Mahama (Rwanda) : le taux de rapatriement se réduit presqu’à 0%

Mahama (Rwanda) : le taux de rapatriement se réduit presqu’à 0%

Au plus fort des rapatriements en 2021, plus de 2000 réfugiés burundais prenaient la route du chemin retour mensuellement. Très récemment, ce ne sont que quelques 20 individus qui sont rentrés le mercredi 11 décembre 2024. Les raisons de cette lassitude sont diverses. (SOS Médias Burundi)

L’engouement pour le rapatriement volontaire depuis le Rwanda, plus précisément chez les occupants du camp de Mahama, qui compte plus de 41 mille réfugiés burundais, a fortement chuté.

« On ne parle même plus de rapatriement ici au camp, on a presque oublié ce vocabulaire qui était pourtant aux lèvres de tout le monde il y a deux ans », dit un Burundais de ce camp.

« Au plus fort moment de cet exercice en 2020 et 2021, il y avait deux convois chaque semaine et chacun ne comptait pas moins de 300 Burundais en provenance du camp de Mahama. A ce groupe s’ajoutaient des réfugiés urbains de Kigali et Bugesera ( Est du Rwanda) qui attendaient le convoi à la frontière de Gasenyi-Nemba. Le post était mouvementé les mardi et jeudi », se souvient un journaliste qui couvrait chaque jour ces rapatriements au poste frontalier du nord-Burundi et est-Rwanda.

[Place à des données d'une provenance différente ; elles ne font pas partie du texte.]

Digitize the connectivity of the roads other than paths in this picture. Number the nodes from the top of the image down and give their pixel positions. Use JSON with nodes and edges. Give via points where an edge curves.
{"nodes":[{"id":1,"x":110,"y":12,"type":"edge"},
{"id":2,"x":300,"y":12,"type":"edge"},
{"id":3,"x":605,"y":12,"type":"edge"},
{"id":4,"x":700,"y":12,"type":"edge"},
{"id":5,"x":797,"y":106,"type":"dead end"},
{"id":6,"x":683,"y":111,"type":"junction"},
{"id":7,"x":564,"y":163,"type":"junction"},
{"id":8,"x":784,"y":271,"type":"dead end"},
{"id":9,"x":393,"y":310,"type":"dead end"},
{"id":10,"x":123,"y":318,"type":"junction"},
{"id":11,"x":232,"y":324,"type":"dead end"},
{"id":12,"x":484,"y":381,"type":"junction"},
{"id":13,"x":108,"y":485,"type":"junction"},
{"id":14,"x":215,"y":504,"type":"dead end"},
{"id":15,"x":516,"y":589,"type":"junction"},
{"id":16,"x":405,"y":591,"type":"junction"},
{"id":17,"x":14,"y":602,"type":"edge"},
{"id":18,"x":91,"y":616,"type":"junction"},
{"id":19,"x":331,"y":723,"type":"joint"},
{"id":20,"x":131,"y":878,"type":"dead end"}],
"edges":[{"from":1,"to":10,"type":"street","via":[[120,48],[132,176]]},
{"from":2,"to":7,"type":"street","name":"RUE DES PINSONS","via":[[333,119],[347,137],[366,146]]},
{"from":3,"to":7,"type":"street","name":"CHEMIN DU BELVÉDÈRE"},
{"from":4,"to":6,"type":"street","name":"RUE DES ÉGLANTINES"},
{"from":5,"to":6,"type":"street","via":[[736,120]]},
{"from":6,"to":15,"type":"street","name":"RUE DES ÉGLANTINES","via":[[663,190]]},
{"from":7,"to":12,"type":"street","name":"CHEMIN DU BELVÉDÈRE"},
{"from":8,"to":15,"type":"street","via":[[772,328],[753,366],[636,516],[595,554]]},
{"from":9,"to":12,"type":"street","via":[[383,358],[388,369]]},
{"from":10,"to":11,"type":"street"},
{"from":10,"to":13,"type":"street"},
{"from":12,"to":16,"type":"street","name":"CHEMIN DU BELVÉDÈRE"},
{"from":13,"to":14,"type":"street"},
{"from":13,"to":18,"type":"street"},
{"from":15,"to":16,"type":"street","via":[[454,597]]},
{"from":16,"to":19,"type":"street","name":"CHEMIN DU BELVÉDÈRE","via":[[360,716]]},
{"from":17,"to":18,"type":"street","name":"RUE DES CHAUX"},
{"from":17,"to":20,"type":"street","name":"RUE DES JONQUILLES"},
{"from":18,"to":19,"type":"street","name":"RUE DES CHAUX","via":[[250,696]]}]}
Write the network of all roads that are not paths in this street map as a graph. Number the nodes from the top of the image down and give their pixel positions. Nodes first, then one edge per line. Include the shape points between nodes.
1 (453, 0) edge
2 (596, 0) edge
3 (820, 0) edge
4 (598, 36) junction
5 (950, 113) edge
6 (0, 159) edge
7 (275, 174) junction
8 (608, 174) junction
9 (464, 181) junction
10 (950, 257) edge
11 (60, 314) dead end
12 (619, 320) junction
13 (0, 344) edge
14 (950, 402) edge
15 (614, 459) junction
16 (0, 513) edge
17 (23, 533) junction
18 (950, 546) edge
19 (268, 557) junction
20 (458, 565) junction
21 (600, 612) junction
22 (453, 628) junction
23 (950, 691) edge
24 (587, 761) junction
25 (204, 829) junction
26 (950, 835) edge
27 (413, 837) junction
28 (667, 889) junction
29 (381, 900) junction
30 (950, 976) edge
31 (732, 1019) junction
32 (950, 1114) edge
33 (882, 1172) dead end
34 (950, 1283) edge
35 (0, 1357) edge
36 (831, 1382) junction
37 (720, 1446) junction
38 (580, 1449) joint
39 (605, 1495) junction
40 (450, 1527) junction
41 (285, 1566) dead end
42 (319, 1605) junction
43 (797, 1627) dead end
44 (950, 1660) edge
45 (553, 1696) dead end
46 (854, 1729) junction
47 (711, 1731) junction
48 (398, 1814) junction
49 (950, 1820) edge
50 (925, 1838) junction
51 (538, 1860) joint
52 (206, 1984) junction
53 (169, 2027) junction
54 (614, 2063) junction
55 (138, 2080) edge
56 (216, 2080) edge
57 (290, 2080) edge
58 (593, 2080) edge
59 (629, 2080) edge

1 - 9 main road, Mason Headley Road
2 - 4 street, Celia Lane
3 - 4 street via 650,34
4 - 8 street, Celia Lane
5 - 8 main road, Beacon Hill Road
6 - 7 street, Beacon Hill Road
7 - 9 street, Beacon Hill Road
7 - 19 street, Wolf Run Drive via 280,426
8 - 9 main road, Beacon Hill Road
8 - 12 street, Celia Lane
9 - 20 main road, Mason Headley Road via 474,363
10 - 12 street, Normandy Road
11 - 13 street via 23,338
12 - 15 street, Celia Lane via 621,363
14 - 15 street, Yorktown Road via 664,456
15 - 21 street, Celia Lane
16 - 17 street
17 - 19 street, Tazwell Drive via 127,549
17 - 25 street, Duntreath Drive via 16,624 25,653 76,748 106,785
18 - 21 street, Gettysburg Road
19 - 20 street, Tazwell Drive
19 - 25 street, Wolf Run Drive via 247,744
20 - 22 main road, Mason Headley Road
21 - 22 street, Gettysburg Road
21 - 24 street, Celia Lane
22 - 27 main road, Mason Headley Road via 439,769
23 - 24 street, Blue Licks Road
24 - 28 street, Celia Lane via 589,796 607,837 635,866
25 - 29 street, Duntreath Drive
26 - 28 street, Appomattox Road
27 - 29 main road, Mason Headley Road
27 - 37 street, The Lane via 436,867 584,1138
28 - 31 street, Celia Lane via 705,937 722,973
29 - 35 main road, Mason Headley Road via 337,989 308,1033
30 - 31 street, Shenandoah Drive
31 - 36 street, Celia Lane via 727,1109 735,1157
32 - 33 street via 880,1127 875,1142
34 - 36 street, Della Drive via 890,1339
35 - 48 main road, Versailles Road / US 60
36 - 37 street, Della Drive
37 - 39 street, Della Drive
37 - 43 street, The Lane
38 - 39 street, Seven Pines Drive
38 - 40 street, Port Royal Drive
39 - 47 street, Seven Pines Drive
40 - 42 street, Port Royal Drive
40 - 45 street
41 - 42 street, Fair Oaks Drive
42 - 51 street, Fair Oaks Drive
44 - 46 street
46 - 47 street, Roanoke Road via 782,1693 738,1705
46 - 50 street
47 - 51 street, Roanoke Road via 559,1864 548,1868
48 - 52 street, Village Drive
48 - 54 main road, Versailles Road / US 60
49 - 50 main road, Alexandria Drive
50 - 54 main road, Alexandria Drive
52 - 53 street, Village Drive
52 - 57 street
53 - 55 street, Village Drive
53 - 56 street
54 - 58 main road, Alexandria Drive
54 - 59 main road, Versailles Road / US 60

Fort curieusement, ce mercredi 11 décembre 2024, ce n’est qu’un nombre ne dépassant pas 22 personnes qui était attendu pour rentrer au bercail, d’après une liste que SOS médias s’est procurée.

« Et même ces Burundais ne sont pas rentrés tous. Deux sont restés au Rwanda : une maman qui n’a pas voulu laisser son enfant qui étudie dans une école à régime d’internat… », rassure un réfugié burundais qui a tout suivi au camp de Mahama.

Qui sont rentrés ?

Ce sont soit des femmes qui ont laissé leurs maris au pays et leurs enfants ou encore ce sont des femmes qui se sont mariées au camp avant d’être abandonnées par leurs conjoints.

Un agent de l’immigration enregistre des anciens réfugiés qui rentrent au Burundi, le 21 février 2024 à Gasenyi-Nemba © SOS Médias Burundi

Un troisième petit groupe est constitué de ceux qui fuient la misère à cause de la catégorisation sociale pour recevoir de l’assistance au camp. Ces derniers sont essentiellement des jeunes gens ou célibataires sans famille au camp, explique un ancien chef communautaire.

Motifs

Les raisons de cette diminution du taux de rapatriement volontaire sont diverses.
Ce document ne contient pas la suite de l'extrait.